La sofferenza
D : - Ci sono sofferenze che non si possono risolvere, come per esempio la malattia, oppure la Via descrive la possibilità di cambiare punto di vista sulla malattia ?
R : Certo, ed è la parte essenziale. Per Buddha, ogni sofferenza è legata al fatto di essere nati in questo mondo. Il fatto di nascere implica la decrepitudine, la vecchia, la malattia e la morte. Per non ammalarsi o diventare infermo, per non morire un giorno, bisogna trovare il modo di non nascere. Questo è il punto di vista più radicale dell’insegnamento del Buddha. Si tratta di farla finita con ciò che provoca la nascita, con il desiderio di esistere come individuo. Questo è un aspetto del suo insegnamento ed è soprattutto così che i discepoli del piccolo veicolo, l’Himayana, lo hanno capito. Ma in seguito, l’aspetto più importante è stato quello a cui tu alludevi : cambiare il punto di vista sulla vita. Non si tratta di trovare il nirvana nella non-nascita ma nel non-attaccamento al fatto di essere nato, a tutto ciò che costituisce la nostra individualità. Nel nirvana c’è estinzione dell’avidità, dell’odio, dell’ignoranza e dunque di tutte le sofferenze morali legate a questi bonno. Ma resta comunque una sofferenza oggettiva quale la malattia, il dolore fisico, la vecchiaia, l’infermità. E questo dolore esiste anche per un Buddha.

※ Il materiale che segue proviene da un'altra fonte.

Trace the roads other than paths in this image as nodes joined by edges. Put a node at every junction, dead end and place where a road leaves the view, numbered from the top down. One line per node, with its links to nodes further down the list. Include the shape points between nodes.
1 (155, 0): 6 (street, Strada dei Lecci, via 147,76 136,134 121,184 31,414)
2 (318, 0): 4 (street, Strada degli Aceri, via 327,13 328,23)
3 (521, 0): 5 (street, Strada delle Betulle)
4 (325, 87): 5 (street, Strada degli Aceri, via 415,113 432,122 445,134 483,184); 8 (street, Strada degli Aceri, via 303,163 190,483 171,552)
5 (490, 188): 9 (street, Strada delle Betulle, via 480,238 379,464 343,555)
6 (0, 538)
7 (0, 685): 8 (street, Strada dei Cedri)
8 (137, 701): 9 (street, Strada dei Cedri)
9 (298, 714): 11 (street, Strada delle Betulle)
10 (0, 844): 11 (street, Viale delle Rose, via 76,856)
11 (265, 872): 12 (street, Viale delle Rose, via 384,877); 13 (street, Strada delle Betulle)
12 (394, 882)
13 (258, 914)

Per esempio, Buddha ha avuto una diarrea di cui è morto. I suoi ultimi momenti sono stati dolorosi ma egli lo considerava normale. Diceva : « Ad ogni modo, ve lo avevo già detto, un giorno bisogna morire, allora, è normale ». Egli soffriva, il corpo era malandato, ma lo accettava. Se non si è troppo attaccati al corpo, alla propria salute allora si può accettare di essere ammalati. Non è strano e non se ne può gioire, ma si può vivere la malattia serenamente senza aggiungere la sofferenza dell’ego alla sofferenza oggettiva del dolore fisico. Si può farne un dramma o prenderla più alla leggera : questo è il distacco. In un kusen, il maestro Deshimatu diceva : lo zen non è sopprimere radicalmente la sofferenza bensì sdrammatizzarla.

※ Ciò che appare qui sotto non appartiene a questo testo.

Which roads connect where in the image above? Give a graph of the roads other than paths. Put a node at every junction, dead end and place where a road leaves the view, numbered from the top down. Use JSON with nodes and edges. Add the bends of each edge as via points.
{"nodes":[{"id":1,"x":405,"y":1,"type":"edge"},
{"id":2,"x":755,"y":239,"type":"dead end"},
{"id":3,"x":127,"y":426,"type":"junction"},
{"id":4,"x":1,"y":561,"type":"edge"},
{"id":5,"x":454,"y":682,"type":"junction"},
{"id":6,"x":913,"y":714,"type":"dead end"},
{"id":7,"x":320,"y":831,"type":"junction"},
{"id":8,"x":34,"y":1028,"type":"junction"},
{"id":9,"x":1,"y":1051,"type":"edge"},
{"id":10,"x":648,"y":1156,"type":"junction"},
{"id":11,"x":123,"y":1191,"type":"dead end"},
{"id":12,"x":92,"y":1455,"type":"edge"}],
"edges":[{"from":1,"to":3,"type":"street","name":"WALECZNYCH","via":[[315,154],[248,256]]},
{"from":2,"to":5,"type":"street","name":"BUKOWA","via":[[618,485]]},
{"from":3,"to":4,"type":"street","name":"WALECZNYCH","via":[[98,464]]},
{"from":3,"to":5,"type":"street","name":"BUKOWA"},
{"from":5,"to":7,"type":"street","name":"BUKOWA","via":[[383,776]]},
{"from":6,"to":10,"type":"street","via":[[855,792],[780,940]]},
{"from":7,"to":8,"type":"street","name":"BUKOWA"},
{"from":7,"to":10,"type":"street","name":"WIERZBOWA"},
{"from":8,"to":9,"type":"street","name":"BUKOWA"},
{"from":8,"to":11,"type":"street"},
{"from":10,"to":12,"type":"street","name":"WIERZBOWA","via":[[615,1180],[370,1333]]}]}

D : Nelle Quattro Nobile Verità si dice che la sofferenza dipende principalmente dall’ego, ma che ne è della sofferenza fisica intensa o della sofferenza per un lutto che sono tuttavia assai reali ?

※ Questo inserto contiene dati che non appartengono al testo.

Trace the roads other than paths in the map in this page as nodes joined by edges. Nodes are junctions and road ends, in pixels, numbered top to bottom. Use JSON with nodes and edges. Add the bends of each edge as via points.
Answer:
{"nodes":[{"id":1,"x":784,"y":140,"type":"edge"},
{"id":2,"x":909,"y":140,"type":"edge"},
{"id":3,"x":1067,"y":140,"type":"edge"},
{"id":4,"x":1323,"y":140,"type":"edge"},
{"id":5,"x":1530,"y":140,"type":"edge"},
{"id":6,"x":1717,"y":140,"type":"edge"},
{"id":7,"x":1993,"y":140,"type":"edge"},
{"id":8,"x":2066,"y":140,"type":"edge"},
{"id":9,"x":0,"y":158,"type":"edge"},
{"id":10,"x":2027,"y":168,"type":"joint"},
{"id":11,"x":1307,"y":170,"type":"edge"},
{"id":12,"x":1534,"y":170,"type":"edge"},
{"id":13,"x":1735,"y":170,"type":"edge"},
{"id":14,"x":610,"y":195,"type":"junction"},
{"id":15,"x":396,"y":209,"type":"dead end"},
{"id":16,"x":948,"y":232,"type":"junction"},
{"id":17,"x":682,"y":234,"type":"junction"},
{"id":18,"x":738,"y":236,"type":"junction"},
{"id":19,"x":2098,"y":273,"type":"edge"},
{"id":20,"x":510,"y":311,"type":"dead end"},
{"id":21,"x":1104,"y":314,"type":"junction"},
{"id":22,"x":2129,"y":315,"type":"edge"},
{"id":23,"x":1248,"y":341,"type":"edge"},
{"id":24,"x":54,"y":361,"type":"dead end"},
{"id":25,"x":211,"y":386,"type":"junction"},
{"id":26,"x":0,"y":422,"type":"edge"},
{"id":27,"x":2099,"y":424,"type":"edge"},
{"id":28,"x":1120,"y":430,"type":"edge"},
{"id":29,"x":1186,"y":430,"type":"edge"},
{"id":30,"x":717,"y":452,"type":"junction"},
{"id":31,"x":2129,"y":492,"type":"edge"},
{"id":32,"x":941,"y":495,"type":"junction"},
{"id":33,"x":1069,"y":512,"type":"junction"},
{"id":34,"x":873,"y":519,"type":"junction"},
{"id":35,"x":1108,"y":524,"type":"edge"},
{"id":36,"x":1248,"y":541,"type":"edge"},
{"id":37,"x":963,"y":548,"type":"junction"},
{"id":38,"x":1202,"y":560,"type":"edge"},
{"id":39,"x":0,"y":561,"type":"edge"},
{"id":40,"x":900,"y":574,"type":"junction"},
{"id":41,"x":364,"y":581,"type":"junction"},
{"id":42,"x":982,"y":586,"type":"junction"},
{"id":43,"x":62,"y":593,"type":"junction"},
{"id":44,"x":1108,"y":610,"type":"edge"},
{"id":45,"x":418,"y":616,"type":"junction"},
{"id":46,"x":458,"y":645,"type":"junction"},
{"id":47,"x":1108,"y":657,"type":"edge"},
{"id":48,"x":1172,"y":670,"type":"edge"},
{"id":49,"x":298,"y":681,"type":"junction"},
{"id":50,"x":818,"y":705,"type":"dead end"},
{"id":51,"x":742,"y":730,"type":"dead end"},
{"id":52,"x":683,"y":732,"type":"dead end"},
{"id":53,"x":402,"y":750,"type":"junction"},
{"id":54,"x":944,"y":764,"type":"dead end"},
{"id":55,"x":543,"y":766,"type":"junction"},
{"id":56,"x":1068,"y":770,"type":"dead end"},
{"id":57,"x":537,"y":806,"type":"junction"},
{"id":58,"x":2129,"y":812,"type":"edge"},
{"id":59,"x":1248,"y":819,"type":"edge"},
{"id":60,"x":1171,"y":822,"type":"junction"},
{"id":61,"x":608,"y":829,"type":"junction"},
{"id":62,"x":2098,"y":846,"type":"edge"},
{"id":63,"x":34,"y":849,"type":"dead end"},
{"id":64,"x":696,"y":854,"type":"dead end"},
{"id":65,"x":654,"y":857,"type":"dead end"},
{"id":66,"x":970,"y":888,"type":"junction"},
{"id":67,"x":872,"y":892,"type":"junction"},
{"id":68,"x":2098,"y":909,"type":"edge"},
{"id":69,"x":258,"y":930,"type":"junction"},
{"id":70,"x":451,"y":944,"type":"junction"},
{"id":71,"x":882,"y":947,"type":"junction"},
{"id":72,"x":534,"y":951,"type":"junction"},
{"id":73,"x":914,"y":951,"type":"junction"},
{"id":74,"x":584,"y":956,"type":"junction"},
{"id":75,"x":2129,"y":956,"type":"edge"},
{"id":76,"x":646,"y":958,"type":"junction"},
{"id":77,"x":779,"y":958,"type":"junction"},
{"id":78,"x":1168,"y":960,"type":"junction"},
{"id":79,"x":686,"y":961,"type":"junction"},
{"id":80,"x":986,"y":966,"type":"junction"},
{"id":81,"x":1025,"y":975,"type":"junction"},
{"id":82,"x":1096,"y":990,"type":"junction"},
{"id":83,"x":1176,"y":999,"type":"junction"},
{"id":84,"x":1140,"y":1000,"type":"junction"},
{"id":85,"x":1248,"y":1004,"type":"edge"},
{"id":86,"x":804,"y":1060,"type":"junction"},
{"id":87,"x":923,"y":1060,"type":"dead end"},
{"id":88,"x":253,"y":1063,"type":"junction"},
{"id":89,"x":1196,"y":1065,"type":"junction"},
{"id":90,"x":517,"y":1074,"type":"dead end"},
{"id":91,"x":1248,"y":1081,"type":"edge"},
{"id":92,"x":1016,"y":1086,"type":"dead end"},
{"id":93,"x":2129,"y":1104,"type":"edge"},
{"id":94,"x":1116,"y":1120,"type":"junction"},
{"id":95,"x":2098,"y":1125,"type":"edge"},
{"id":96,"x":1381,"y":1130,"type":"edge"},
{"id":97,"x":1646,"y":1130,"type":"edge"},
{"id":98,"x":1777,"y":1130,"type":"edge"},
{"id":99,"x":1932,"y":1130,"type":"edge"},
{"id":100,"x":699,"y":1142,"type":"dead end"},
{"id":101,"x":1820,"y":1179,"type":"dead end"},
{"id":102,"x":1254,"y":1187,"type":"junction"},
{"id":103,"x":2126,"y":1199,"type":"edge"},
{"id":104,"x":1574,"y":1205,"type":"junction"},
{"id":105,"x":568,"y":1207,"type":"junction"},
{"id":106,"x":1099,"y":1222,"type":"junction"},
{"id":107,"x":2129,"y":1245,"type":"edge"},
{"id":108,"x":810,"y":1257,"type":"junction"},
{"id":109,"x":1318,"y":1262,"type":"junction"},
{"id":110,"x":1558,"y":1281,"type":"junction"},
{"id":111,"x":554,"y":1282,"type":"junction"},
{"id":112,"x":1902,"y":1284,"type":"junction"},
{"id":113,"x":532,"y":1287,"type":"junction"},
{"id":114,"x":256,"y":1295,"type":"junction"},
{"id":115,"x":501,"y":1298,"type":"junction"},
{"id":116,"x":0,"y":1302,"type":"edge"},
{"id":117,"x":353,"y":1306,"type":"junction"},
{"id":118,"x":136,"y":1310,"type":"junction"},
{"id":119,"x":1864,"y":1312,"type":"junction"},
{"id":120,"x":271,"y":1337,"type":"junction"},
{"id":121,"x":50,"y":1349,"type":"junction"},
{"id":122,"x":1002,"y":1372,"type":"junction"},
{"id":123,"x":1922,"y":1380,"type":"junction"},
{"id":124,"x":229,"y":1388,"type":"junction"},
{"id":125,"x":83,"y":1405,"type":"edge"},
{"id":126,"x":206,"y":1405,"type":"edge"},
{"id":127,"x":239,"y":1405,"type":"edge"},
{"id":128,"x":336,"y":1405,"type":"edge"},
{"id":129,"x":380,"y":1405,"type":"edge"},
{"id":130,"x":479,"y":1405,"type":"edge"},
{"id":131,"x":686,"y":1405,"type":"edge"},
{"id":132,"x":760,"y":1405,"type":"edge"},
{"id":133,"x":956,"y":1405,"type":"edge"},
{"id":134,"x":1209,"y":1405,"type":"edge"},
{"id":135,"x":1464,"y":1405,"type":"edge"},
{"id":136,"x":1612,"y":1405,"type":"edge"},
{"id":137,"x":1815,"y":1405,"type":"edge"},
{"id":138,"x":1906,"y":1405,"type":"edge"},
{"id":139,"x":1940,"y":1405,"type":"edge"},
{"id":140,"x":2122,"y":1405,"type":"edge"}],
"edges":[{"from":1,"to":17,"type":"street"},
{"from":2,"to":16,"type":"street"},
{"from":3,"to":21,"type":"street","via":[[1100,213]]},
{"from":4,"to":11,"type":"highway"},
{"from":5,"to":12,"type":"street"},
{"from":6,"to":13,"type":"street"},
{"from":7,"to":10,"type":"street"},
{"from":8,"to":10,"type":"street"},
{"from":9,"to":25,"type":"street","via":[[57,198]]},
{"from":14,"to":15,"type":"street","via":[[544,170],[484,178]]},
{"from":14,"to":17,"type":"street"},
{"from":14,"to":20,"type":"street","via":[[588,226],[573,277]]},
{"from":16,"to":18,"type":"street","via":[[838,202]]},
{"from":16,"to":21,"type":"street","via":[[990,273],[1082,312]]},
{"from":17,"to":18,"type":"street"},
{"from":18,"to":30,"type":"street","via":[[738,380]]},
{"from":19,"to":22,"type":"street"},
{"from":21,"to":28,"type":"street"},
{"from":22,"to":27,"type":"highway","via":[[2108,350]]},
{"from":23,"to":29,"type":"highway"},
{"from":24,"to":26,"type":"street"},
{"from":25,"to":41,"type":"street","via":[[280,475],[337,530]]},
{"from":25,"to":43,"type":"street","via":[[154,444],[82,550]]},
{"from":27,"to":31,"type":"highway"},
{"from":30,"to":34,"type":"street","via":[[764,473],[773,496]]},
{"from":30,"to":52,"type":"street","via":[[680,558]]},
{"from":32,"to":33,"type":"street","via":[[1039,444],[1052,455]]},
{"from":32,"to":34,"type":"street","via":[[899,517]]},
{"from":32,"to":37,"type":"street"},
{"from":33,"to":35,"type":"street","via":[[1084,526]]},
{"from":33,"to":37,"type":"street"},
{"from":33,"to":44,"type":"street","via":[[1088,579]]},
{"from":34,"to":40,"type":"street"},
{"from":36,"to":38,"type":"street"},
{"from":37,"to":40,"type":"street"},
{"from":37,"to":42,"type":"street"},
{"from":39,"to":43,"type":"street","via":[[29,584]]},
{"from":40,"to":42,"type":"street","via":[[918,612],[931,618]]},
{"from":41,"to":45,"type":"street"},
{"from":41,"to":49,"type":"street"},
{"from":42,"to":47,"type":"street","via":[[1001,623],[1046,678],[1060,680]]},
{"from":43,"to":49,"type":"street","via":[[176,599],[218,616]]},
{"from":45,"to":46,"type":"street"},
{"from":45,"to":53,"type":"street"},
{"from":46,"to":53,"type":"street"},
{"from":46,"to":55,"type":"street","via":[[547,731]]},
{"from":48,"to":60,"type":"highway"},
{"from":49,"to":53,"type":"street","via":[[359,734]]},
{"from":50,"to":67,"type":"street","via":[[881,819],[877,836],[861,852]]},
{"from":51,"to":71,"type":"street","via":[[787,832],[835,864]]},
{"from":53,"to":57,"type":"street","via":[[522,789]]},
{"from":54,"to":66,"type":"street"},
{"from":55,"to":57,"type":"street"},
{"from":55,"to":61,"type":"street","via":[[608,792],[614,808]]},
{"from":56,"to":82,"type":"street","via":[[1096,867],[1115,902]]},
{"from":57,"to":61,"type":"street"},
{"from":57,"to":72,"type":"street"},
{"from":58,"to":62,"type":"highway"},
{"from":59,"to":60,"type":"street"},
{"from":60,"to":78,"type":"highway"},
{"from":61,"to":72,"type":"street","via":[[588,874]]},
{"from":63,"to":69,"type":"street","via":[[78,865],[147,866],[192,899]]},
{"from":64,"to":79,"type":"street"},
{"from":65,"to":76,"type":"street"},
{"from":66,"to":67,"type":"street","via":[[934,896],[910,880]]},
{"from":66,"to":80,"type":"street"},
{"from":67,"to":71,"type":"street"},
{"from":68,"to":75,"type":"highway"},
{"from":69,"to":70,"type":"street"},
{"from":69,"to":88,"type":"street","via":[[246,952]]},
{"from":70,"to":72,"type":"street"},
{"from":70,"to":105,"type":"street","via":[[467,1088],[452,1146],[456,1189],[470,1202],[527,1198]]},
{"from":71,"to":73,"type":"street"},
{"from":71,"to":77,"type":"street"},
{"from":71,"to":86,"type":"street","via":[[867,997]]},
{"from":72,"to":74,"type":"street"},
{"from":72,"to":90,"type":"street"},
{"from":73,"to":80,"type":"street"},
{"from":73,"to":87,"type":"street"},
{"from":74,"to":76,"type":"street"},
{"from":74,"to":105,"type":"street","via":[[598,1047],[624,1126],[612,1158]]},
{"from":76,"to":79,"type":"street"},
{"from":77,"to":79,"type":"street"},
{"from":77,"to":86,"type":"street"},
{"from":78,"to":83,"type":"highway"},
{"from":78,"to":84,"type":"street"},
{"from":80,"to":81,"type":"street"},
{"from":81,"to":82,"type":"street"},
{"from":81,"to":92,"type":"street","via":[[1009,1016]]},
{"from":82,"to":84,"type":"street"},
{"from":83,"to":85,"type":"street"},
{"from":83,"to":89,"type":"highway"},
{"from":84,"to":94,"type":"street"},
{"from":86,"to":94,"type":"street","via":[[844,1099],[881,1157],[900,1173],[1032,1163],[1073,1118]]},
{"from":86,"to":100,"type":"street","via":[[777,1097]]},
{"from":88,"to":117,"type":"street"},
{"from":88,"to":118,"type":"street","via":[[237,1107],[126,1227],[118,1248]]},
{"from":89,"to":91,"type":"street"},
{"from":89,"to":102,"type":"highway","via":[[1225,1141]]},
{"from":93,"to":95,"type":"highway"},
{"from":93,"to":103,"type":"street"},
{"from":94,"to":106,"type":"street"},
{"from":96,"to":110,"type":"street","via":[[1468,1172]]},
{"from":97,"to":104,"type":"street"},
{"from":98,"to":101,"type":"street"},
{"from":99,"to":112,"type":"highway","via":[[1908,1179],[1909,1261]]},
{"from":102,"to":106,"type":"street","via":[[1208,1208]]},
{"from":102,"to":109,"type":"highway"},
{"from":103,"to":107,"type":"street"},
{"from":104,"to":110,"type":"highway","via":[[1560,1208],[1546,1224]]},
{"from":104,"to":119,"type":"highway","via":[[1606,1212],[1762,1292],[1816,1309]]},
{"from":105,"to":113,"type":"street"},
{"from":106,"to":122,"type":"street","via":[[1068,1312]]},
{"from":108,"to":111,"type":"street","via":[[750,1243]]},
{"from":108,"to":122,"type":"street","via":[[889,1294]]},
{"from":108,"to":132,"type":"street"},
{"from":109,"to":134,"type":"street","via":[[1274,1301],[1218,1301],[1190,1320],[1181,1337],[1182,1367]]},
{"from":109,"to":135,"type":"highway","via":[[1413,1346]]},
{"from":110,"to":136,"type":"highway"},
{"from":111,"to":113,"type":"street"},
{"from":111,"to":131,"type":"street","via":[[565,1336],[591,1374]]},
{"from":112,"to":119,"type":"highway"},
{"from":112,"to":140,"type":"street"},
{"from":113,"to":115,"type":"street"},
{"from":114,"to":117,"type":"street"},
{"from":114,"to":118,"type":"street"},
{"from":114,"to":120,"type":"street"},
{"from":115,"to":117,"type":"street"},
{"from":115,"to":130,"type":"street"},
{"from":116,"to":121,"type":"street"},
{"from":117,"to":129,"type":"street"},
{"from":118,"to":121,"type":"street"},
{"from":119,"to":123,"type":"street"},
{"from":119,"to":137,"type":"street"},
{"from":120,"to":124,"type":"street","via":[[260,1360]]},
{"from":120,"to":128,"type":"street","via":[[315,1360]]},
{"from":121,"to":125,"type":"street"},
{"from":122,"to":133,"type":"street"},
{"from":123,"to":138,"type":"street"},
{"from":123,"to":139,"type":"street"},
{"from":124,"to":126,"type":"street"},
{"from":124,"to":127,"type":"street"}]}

R : Certo, ma è sempre l’ego che soffre, altrimenti c’è semplicemente un dolore. Faccio l’esempio del dolore al ginocchio. Ecco, c’è dolore al ginocchio. Secondo il modo di reagire a questo dolore, esso può trasformarsi in sofferenza. Non si tratta di sopprimere ogni dolore, ma di abbandonare l’attaccamento che fa sì che un dolore possa invaderci completamente e diventare una grande sofferenza.
Se si ha male al ginocchio, ci si può dire : è semplicemente un dolore al ginocchio, e restare concentrati sulla postura, la respirazione. Il dolore persiste ma è un fenomeno locale. E’ molto diverso dall’iniziare a lottare contro il dolore.
D : Sono oramai 2500 anni che la gente pratica zazen, ma dal punto di vista della sofferenza, non c’è molta evoluzione.
R : Questo permette di essere più ricettivi verso la sofferenza, di sviluppare un maggiore spirito di compassione. Non dovete credere che la vostra pratica di zazen è limitata. Anche se una sola persona fa zazen, questo ha una influenza invisibile. Si è uniti a tutte le esistenze dell’universo. Voi avete anche la vostra vita quotidiana, sociale, professionale, la vostra famiglia. E’ certo che se praticate zazen, avrete una vita più generosa, più compassionevole, e questo non può avere che un effetto benefico.
D : Pensate che praticando zazen si possano risolvere tutti i problemi ?
R : No, ma non vedo nulla di meglio da fare. E’ importante dare agli altri i mezzi per aiutarsi da soli. Lo zen non dà soluzioni, non è una ideologia, ma deve permettere alla gente di non restare bloccata in vicoli ciechi. Sensei (maestro Deshimaru) diceva che lo zen è la Via senza impasse.